ケアって、どういう意味だろう?

2007.11月 「かぜ」を予防する食生活について

「かぜ」とはどのような炎症のことなのでしょう?

「かぜ」とは、急性の気道の炎症で、鼻腔・咽頭・気管・気管支などの粘膜の急性炎症が組み合わさった総称です。咽頭炎や喉頭炎というかわりに「かぜ」と総称しています。医学上では「かぜ症候群」と呼ばれています。

「かぜ」の症状はどのようなものでしょう?

鼻づまり、鼻水、のどの痛み、くしゃみ、せき、たん、寒気、発熱、倦怠感、食欲不振、関節痛などがあげられます。「風邪は万病のもと」といわれますが、悪化すると肺炎となり、生命が危険にさらされることもあります。

かぜの中にインフルエンザも含まれますが、38~39度の高熱が特徴です。その他、倦怠感、関節痛などの全身症状が起こります。インフルエンザウイルスは、気温や湿度の低下によって、人間の体力が低下し、体の免疫力(病気に対する抵抗力)が弱まっている冬に猛威をふるいます。
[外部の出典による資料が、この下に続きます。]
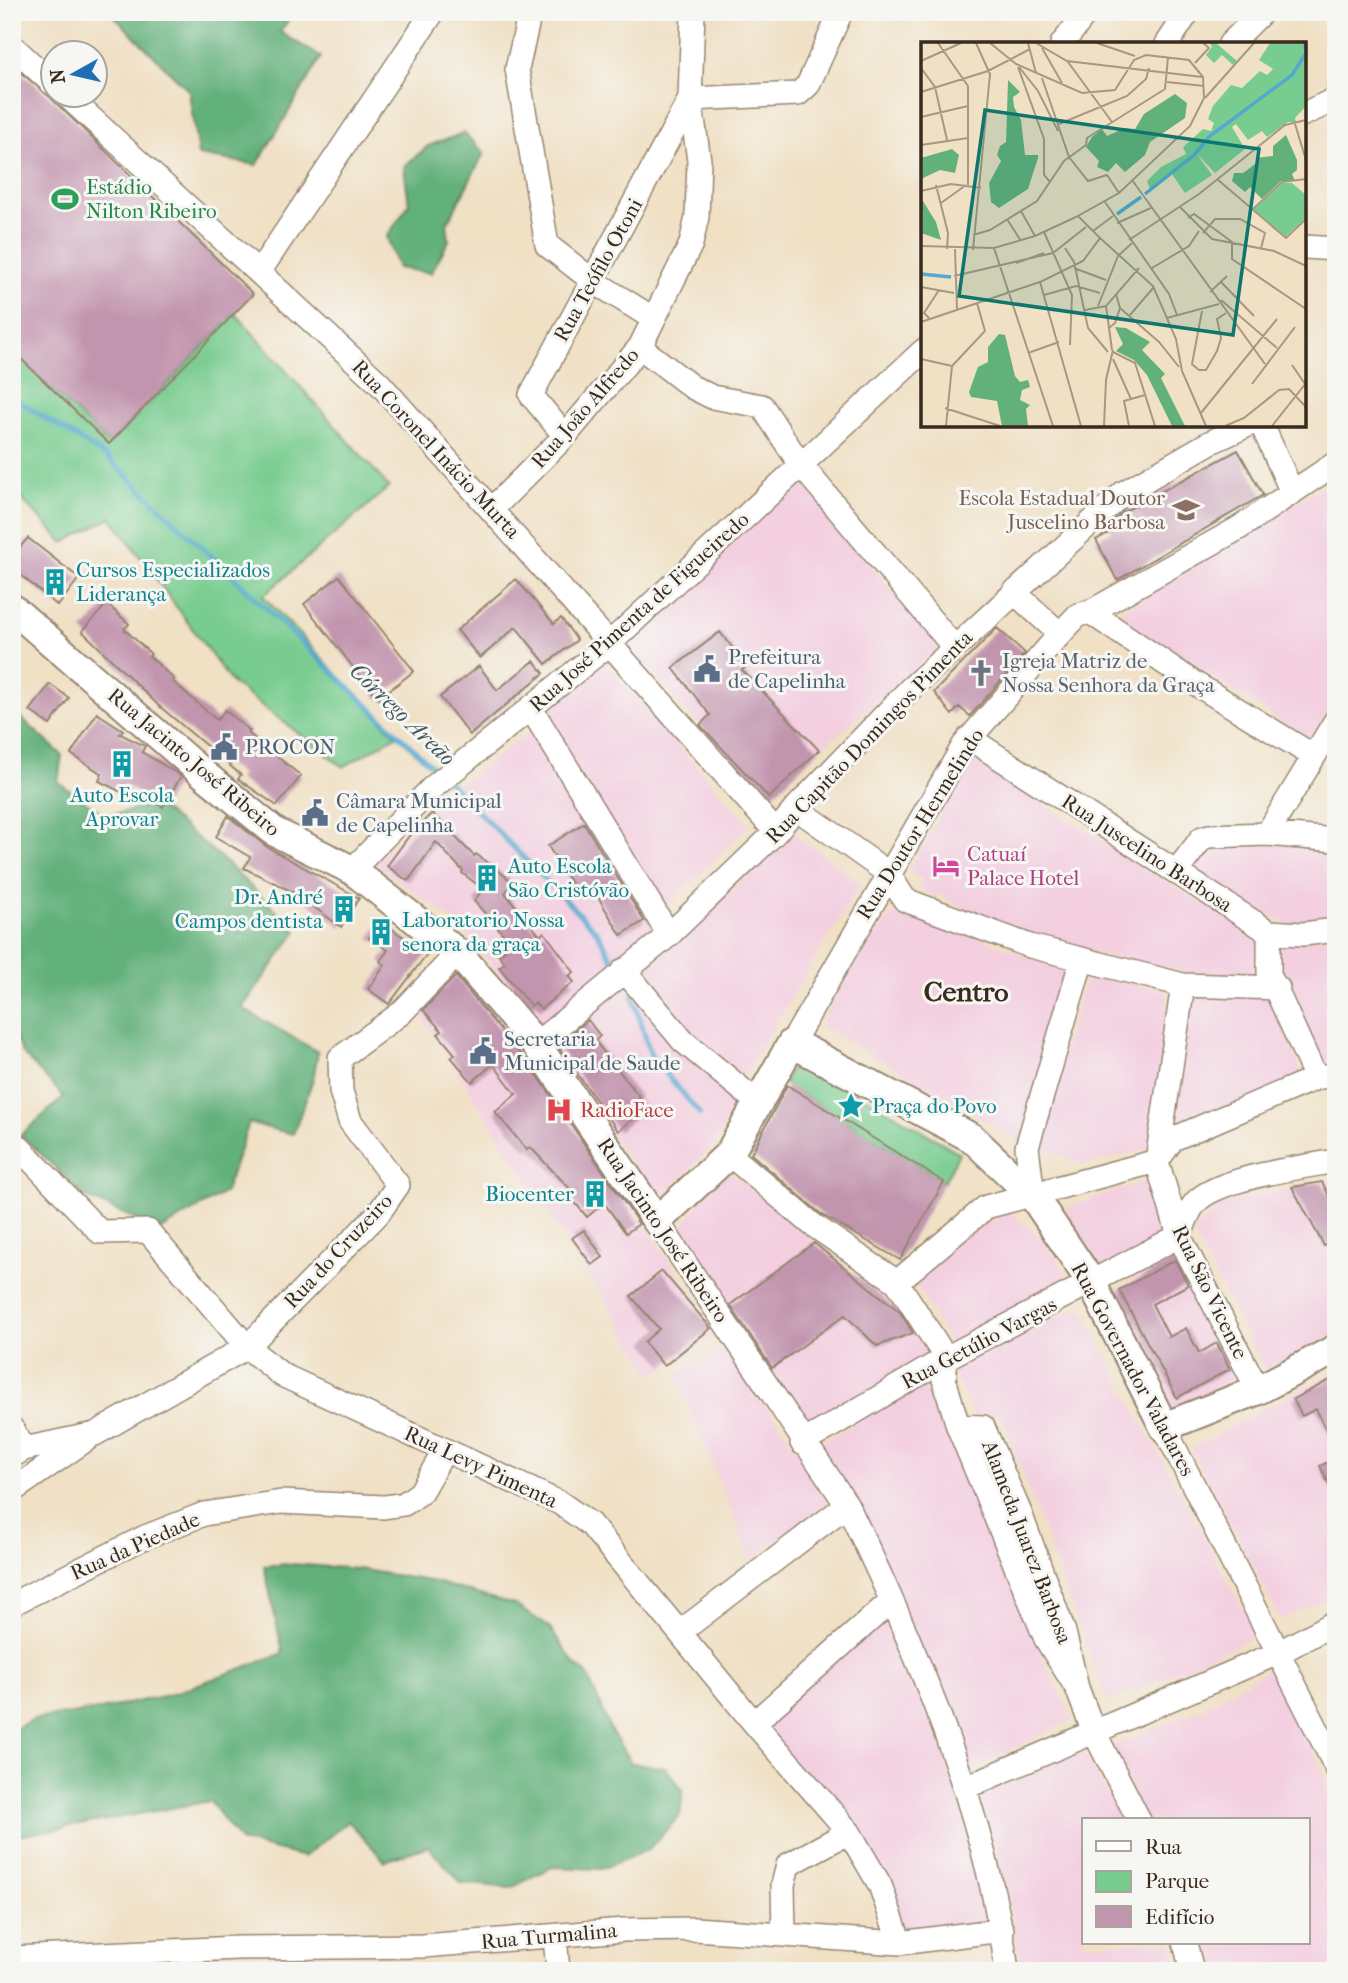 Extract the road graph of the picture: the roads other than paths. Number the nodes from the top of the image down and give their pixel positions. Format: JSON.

「かぜ」に負けない体になるには、どうしたらよいでしょう?

体の免疫力(病気に対する抵抗力)を高めましょう。

免疫力を高めるためには、十分な栄養と睡眠と休養が必要です。栄養状態が悪いと免疫力だけでなく粘膜や皮膚表面の感染防御機能も低下し、かぜをひきやすくなります。ふだんからバランスのとれた食事(2007年7月号を参照)を心がけると同時に、免疫力を高める食品を食事に取り入れるようにしましょう。今回は、免疫力を高め、かぜ予防に影響を与える「ビタミン」に着目してお話します。

免疫力を高めるビタミンの種類と食品
1.脂溶性のビタミン

油に溶けるビタミンです。油と一緒に食べると体内に吸収されやすいビタミンです。

ビタミンA

うなぎ、豚レバー、にんじん、ほうれん草、かぼちゃなどに多く含まれています。皮膚や粘膜を正常に保つ働きがあり、ウイルスの侵入を防いで病気への抵抗力を高めます。

〔1日の推奨量〕
15~17歳 男性:700mg、女性:600mg
18~29歳 男性:750mg、女性:600mg

ビタミンE

アーモンド、落花生、すじこ、かぼちゃなどに多く含まれています。細胞膜の酸化を防ぎ、活性酸素から細胞を守ります。生活習慣病や老化を予防するほか、血行をよくし、肩こり、頭痛などに有効です。

〔1日の目安量〕
15~17歳 男性:10mg、女性:9mg
18~29歳 男性: 9mg、女性:8mg

2. 水溶性のビタミン

水に溶けるビタミンです。水分と一緒に体外へ排出されやすいため、体内に蓄えることができません。毎日の食事から摂取しましょう。

ビタミンB1

豚肉、うなぎ、玄米、大豆などに多く含まれます。糖質をエネルギーに変える重要なサポートをします。また神経機能の働きを正常に保つ役割もあります。

〔1日の推奨量〕
15~17歳 男性:1.5mg、女性:1.2mg
18~29歳 男性:1.4mg、女性:1.1mg

ビタミンB2

豚レバー、うなぎ、卵、納豆、舞茸などに多く含まれています。糖質、たんぱく質、脂質をエネルギーに変えるサポートをします。体内で有害な過酸化脂質の分解を促進します。

〔1日の推奨量〕
15~17歳 男性:1.7mg、女性:1.3mg
18~29歳 男性:1.6mg、女性:1.2mg

ビタミンC

柿、いちご、みかんなどの果物や、赤パプリカ、ブロッコリー、じゃがいもなどに多く含まれています。コラーゲンの生成を助ける働きがあり、皮膚、粘膜の機能維持(つや、弾力性など)をもたらし、ウイルスや細菌に対する抵抗力を高めます。抗酸化作用があり、ビタミンEと一緒に摂ることでより効果が高まります。鉄の吸収を高め、貧血予防をサポートします。

〔1日の推奨量〕
15~17歳 男性:100mg、女性:100mg
18~29歳 男性:100mg、女性:100mg

かぜをひいた時の食事

消化機能が低下しているので、胃腸に負担をかける脂肪の多いもの(揚げ物、焼肉など)は、控えましょう。消化の良いおかゆ、スープなどがおすすめです。(胃腸にやさしい食事については2006年3月号を参照)食欲がないときは、甘いものや果物などで栄養を補給してもよいでしょう。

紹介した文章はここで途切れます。